If a line below includes the string "Karya", copy it.
══ DATA EXCERPTS
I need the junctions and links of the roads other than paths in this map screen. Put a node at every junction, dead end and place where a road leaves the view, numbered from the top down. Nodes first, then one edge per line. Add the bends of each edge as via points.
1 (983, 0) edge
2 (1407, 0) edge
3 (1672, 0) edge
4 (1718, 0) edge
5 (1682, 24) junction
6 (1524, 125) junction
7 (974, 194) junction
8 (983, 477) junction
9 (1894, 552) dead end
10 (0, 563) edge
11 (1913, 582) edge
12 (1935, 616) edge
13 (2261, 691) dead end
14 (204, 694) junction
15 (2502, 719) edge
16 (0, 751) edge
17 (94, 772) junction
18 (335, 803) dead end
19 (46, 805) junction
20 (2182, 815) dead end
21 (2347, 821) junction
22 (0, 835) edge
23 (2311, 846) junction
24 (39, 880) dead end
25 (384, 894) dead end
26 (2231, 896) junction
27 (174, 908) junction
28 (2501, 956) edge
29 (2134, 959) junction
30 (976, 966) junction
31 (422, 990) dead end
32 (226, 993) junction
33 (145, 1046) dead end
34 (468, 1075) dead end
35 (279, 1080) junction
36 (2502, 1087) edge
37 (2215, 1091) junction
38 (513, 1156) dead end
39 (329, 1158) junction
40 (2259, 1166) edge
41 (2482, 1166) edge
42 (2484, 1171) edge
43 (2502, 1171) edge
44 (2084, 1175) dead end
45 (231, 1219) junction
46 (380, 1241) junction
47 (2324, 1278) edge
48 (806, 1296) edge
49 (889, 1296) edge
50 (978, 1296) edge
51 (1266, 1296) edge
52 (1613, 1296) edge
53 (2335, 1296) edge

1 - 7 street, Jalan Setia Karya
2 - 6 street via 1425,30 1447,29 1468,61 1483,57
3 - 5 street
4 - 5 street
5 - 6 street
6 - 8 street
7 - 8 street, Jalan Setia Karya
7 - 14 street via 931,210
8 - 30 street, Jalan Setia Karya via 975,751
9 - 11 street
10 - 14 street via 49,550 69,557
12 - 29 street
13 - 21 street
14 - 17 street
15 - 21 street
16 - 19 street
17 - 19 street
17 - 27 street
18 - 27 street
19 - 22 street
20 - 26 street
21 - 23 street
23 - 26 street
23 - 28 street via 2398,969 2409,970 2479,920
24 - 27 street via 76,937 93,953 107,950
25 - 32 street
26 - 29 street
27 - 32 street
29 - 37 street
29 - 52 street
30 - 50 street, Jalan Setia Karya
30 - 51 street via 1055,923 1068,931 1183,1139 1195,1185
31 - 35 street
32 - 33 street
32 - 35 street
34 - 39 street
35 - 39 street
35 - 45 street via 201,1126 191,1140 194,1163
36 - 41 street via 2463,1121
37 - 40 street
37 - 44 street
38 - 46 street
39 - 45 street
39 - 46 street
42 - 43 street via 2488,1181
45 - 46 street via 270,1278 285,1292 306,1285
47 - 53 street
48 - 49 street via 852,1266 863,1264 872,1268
════
▸ ANSWER AREA
1 - 7 street, Jalan Setia Karya
7 - 8 street, Jalan Setia Karya
8 - 30 street, Jalan Setia Karya via 975,751
30 - 50 street, Jalan Setia Karya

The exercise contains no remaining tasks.